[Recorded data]
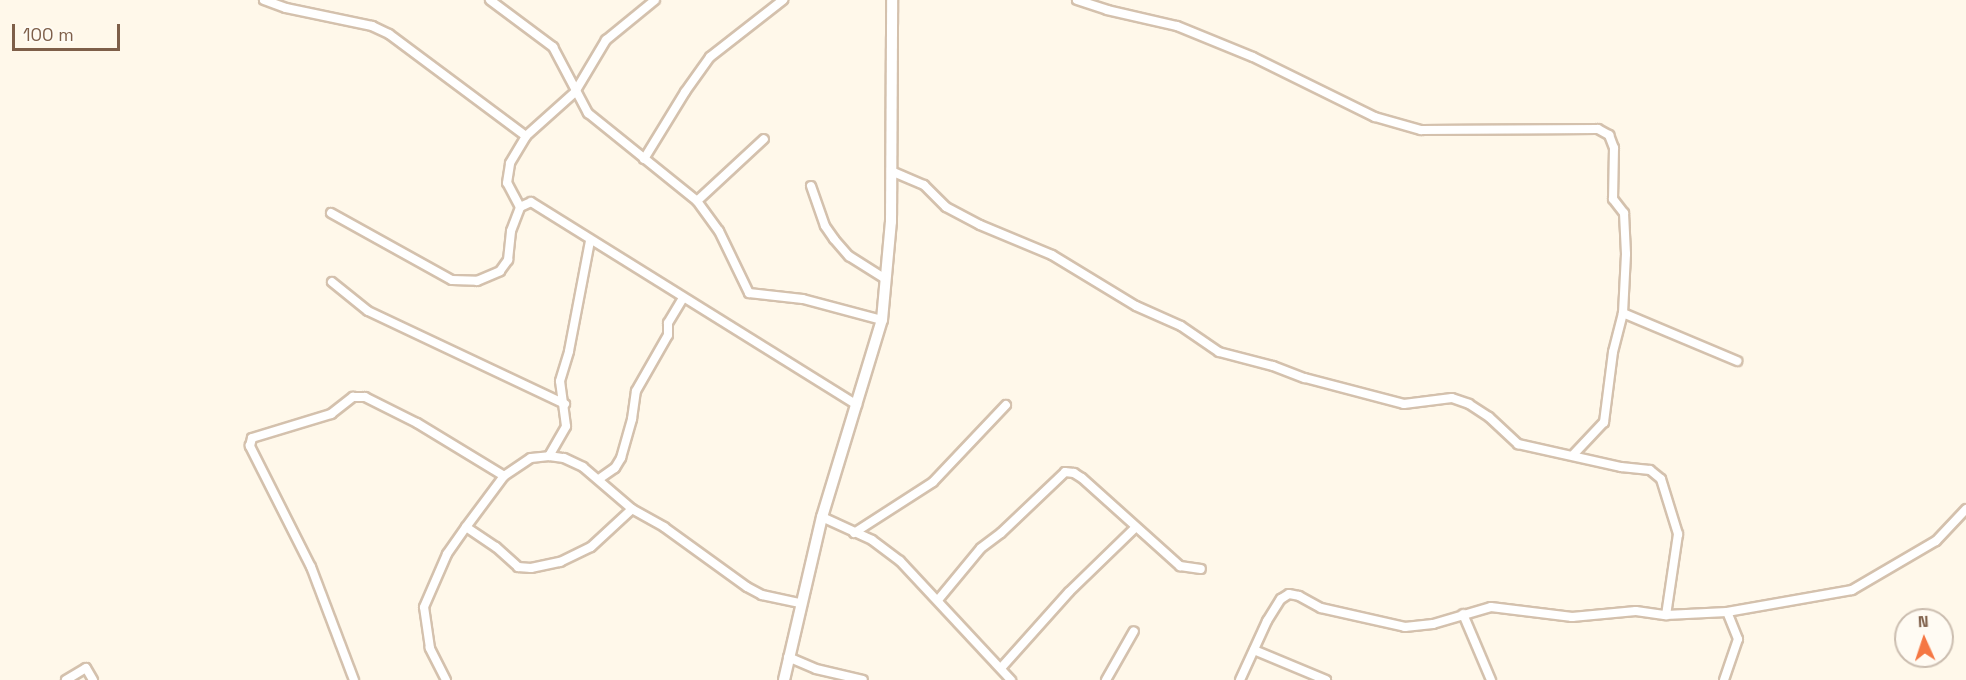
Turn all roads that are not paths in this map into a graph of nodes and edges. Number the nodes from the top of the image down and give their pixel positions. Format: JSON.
{"nodes":[{"id":1,"x":264,"y":0,"type":"edge"},
{"id":2,"x":490,"y":0,"type":"edge"},
{"id":3,"x":655,"y":0,"type":"edge"},
{"id":4,"x":783,"y":0,"type":"edge"},
{"id":5,"x":892,"y":0,"type":"edge"},
{"id":6,"x":1077,"y":0,"type":"edge"},
{"id":7,"x":575,"y":92,"type":"junction"},
{"id":8,"x":526,"y":136,"type":"junction"},
{"id":9,"x":764,"y":139,"type":"dead end"},
{"id":10,"x":644,"y":159,"type":"junction"},
{"id":11,"x":891,"y":171,"type":"junction"},
{"id":12,"x":811,"y":186,"type":"dead end"},
{"id":13,"x":697,"y":201,"type":"junction"},
{"id":14,"x":520,"y":207,"type":"junction"},
{"id":15,"x":331,"y":213,"type":"dead end"},
{"id":16,"x":590,"y":241,"type":"junction"},
{"id":17,"x":884,"y":278,"type":"junction"},
{"id":18,"x":332,"y":282,"type":"dead end"},
{"id":19,"x":683,"y":298,"type":"junction"},
{"id":20,"x":1623,"y":313,"type":"junction"},
{"id":21,"x":882,"y":320,"type":"junction"},
{"id":22,"x":1737,"y":361,"type":"dead end"},
{"id":23,"x":564,"y":404,"type":"junction"},
{"id":24,"x":857,"y":405,"type":"junction"},
{"id":25,"x":1006,"y":405,"type":"dead end"},
{"id":26,"x":1574,"y":455,"type":"junction"},
{"id":27,"x":549,"y":456,"type":"junction"},
{"id":28,"x":504,"y":476,"type":"junction"},
{"id":29,"x":599,"y":479,"type":"junction"},
{"id":30,"x":632,"y":509,"type":"junction"},
{"id":31,"x":1966,"y":509,"type":"edge"},
{"id":32,"x":822,"y":517,"type":"junction"},
{"id":33,"x":466,"y":527,"type":"junction"},
{"id":34,"x":1135,"y":528,"type":"junction"},
{"id":35,"x":854,"y":533,"type":"junction"},
{"id":36,"x":1201,"y":569,"type":"dead end"},
{"id":37,"x":938,"y":600,"type":"junction"},
{"id":38,"x":801,"y":603,"type":"junction"},
{"id":39,"x":1726,"y":612,"type":"junction"},
{"id":40,"x":1463,"y":614,"type":"junction"},
{"id":41,"x":1666,"y":615,"type":"junction"},
{"id":42,"x":1134,"y":631,"type":"dead end"},
{"id":43,"x":1254,"y":650,"type":"junction"},
{"id":44,"x":788,"y":657,"type":"junction"},
{"id":45,"x":1001,"y":668,"type":"junction"},
{"id":46,"x":66,"y":680,"type":"edge"},
{"id":47,"x":93,"y":680,"type":"edge"},
{"id":48,"x":354,"y":680,"type":"edge"},
{"id":49,"x":446,"y":680,"type":"edge"},
{"id":50,"x":784,"y":680,"type":"edge"},
{"id":51,"x":863,"y":680,"type":"edge"},
{"id":52,"x":1011,"y":680,"type":"edge"},
{"id":53,"x":1106,"y":680,"type":"edge"},
{"id":54,"x":1240,"y":680,"type":"edge"},
{"id":55,"x":1326,"y":680,"type":"edge"},
{"id":56,"x":1491,"y":680,"type":"edge"},
{"id":57,"x":1724,"y":680,"type":"edge"}],
"edges":[{"from":1,"to":8,"type":"street"},
{"from":2,"to":7,"type":"street"},
{"from":3,"to":7,"type":"street"},
{"from":4,"to":10,"type":"street"},
{"from":5,"to":11,"type":"street"},
{"from":6,"to":20,"type":"street"},
{"from":7,"to":8,"type":"street"},
{"from":7,"to":10,"type":"street"},
{"from":8,"to":14,"type":"street"},
{"from":9,"to":13,"type":"street"},
{"from":10,"to":13,"type":"street"},
{"from":11,"to":17,"type":"street"},
{"from":11,"to":26,"type":"street"},
{"from":12,"to":17,"type":"street"},
{"from":13,"to":21,"type":"street"},
{"from":14,"to":15,"type":"street"},
{"from":14,"to":16,"type":"street"},
{"from":16,"to":19,"type":"street"},
{"from":16,"to":23,"type":"street"},
{"from":17,"to":21,"type":"street"},
{"from":18,"to":23,"type":"street"},
{"from":19,"to":24,"type":"street"},
{"from":19,"to":29,"type":"street"},
{"from":20,"to":22,"type":"street"},
{"from":20,"to":26,"type":"street"},
{"from":21,"to":24,"type":"street"},
{"from":23,"to":27,"type":"street"},
{"from":24,"to":32,"type":"street"},
{"from":25,"to":35,"type":"street"},
{"from":26,"to":41,"type":"street"},
{"from":27,"to":28,"type":"street"},
{"from":27,"to":29,"type":"street"},
{"from":28,"to":33,"type":"street"},
{"from":28,"to":48,"type":"street"},
{"from":29,"to":30,"type":"street"},
{"from":30,"to":33,"type":"street"},
{"from":30,"to":38,"type":"street"},
{"from":31,"to":39,"type":"street"},
{"from":32,"to":35,"type":"street"},
{"from":32,"to":38,"type":"street"},
{"from":33,"to":49,"type":"street"},
{"from":34,"to":36,"type":"street"},
{"from":34,"to":37,"type":"street"},
{"from":34,"to":45,"type":"street"},
{"from":35,"to":37,"type":"street"},
{"from":37,"to":45,"type":"street"},
{"from":38,"to":44,"type":"street"},
{"from":39,"to":41,"type":"street"},
{"from":39,"to":57,"type":"street"},
{"from":40,"to":41,"type":"street"},
{"from":40,"to":43,"type":"street"},
{"from":40,"to":56,"type":"street"},
{"from":42,"to":53,"type":"street"},
{"from":43,"to":54,"type":"street"},
{"from":43,"to":55,"type":"street"},
{"from":44,"to":50,"type":"street"},
{"from":44,"to":51,"type":"street"},
{"from":45,"to":52,"type":"street"},
{"from":46,"to":47,"type":"street"}]}
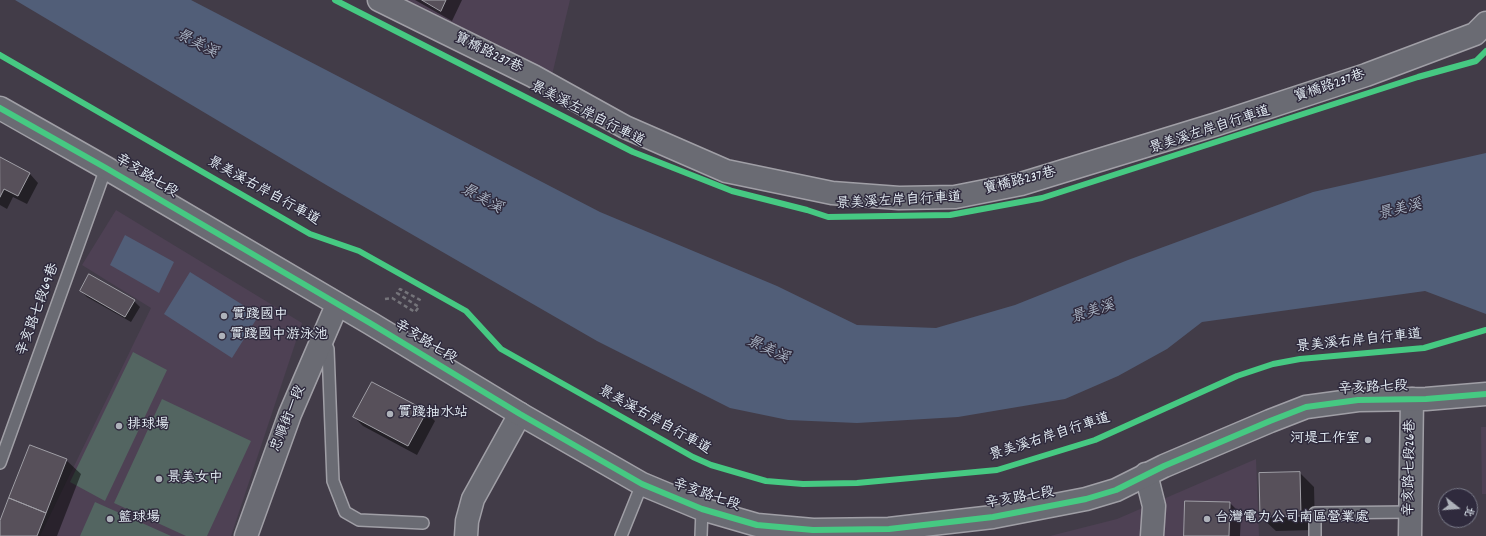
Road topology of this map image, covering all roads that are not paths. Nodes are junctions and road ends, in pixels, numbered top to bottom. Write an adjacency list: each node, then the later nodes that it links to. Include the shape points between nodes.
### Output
1 (379, 0): 2 (street, 寶橋路237巷, via 533,76 625,127 726,171 832,193 899,198 955,197 1021,184 1366,75 1475,34)
2 (1486, 24)
3 (0, 108): 4 (street, 辛亥路七段)
4 (106, 168): 5 (street, 辛亥路七段); 10 (lane, 辛亥路七段69巷)
5 (337, 304): 6 (street, 忠順街一段); 9 (street, 辛亥路七段)
6 (323, 337): 15 (lane, via 328,349 333,481 345,512 359,520); 17 (street, 忠順街一段, via 290,414)
7 (1486, 394): 8 (street, 辛亥路七段)
8 (1412, 399): 11 (street, 辛亥路七段, via 1358,400 1306,407); 14 (street, 辛亥路七段26巷)
9 (520, 414): 12 (street, 辛亥路七段); 18 (street, via 473,499)
10 (0, 463)
11 (1146, 474): 16 (street, 辛亥路七段, via 1116,490 1086,499 993,517); 21 (street, via 1154,506)
12 (642, 484): 13 (street, 辛亥路七段); 19 (lane)
13 (702, 509): 16 (street, 辛亥路七段, via 758,525 813,530); 20 (lane)
14 (1410, 512): 22 (lane, via 1315,513); 23 (street, 辛亥路七段26巷)
15 (423, 523)
16 (889, 532)
17 (246, 536)
18 (466, 536)
19 (621, 536)
20 (701, 536)
21 (1152, 536)
22 (1315, 536)
23 (1410, 536)

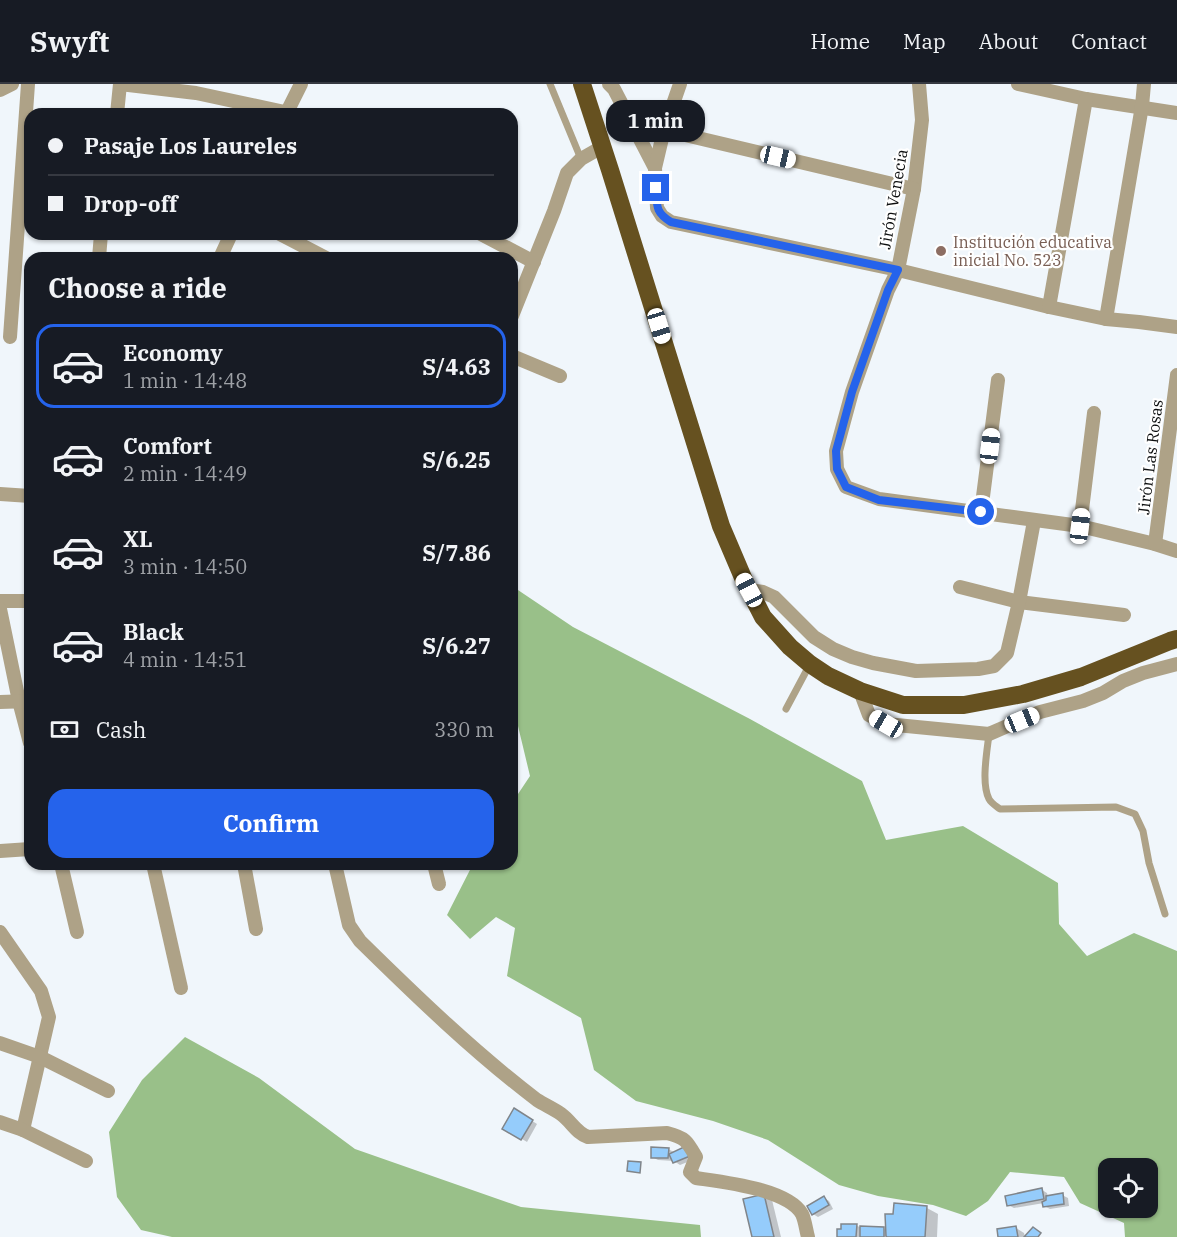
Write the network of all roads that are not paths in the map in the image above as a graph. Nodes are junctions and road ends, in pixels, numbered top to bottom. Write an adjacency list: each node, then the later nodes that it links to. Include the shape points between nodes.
1 (12, 84): 12 (street)
2 (28, 84): 15 (street)
3 (120, 84): 16 (street); 17 (street, via 195,93)
4 (301, 84): 18 (street)
5 (550, 84): 23 (lane)
6 (582, 84): 22 (highway)
7 (609, 84): 24 (street)
8 (680, 84): 20 (street)
9 (919, 84): 25 (street, Jirón Venecia, via 922,120)
10 (1018, 84): 13 (street)
11 (1144, 84): 14 (street)
12 (0, 90)
13 (1086, 99): 14 (street); 34 (street)
14 (1142, 106): 19 (street); 35 (street)
15 (26, 108)
16 (118, 108)
17 (266, 108)
18 (291, 108)
19 (1177, 113)
20 (664, 130): 24 (street); 25 (street)
21 (24, 140): 37 (street)
22 (602, 147): 23 (street); 51 (highway, via 721,526)
23 (581, 159): 31 (street, via 567,173)
24 (655, 168): 32 (street, via 657,208 671,222)
25 (914, 189): 32 (street, Jirón Venecia)
26 (292, 240): 28 (street)
27 (492, 240): 29 (street)
28 (314, 252)
29 (515, 252)
30 (518, 254): 31 (street)
31 (534, 262): 33 (street)
32 (898, 270): 34 (street); 45 (street, Jirón Venecia, via 852,392 836,451 837,469 846,487 879,500)
33 (518, 301)
34 (1049, 307): 35 (street)
35 (1106, 319): 36 (street)
36 (1177, 327)
37 (10, 338)
38 (518, 358): 40 (street)
39 (1177, 375): 48 (street, Jirón Las Rosas)
40 (560, 376)
41 (998, 380): 45 (street)
42 (1094, 413): 47 (street)
43 (0, 494): 44 (street)
44 (24, 496)
45 (981, 512): 46 (street)
46 (1034, 521): 47 (street); 54 (street)
47 (1080, 526): 48 (street)
48 (1155, 544): 49 (street)
49 (1177, 551)
50 (960, 587): 54 (street)
51 (749, 590): 54 (street, via 774,597 814,637 833,649 873,663 916,671 994,666 1007,653); 59 (highway, via 763,617)
52 (0, 601): 53 (street)
53 (24, 601)
54 (1019, 602): 56 (street)
55 (0, 609): 58 (street)
56 (1124, 615)
57 (1177, 639): 61 (highway, via 1081,677 1023,694 964,705 903,705)
58 (4, 653): 62 (street)
59 (810, 664): 61 (highway); 65 (lane)
60 (1177, 664): 66 (street, via 1143,673 1083,701 1040,712)
61 (860, 691): 66 (street, via 869,715 886,724)
62 (24, 699)
63 (24, 701): 64 (street)
64 (0, 702)
65 (786, 709)
66 (989, 734): 75 (lane, via 986,788 990,801 1000,809 1116,807 1135,814)
67 (24, 849): 68 (street)
68 (0, 851)
69 (62, 870): 78 (street)
70 (154, 870): 79 (street)
71 (245, 870): 76 (street)
72 (336, 870): 86 (street, via 349,925 360,941 467,1044 540,1102 560,1113 577,1131 588,1137 667,1133 678,1136 688,1143 696,1157 690,1172 696,1178 759,1189 789,1201 802,1214)
73 (436, 870): 74 (street)
74 (439, 884)
75 (1165, 914)
76 (256, 929)
77 (0, 932): 81 (street, via 41,991 49,1017)
78 (77, 932)
79 (181, 988)
80 (0, 1043): 81 (street)
81 (40, 1057): 82 (street); 84 (street)
82 (108, 1091)
83 (0, 1122): 84 (street)
84 (23, 1130): 85 (street)
85 (86, 1161)
86 (808, 1237)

[Problem details]
Among the entries above, how many lines contain the string "paths"? Only the number should be given.

[Reply]
3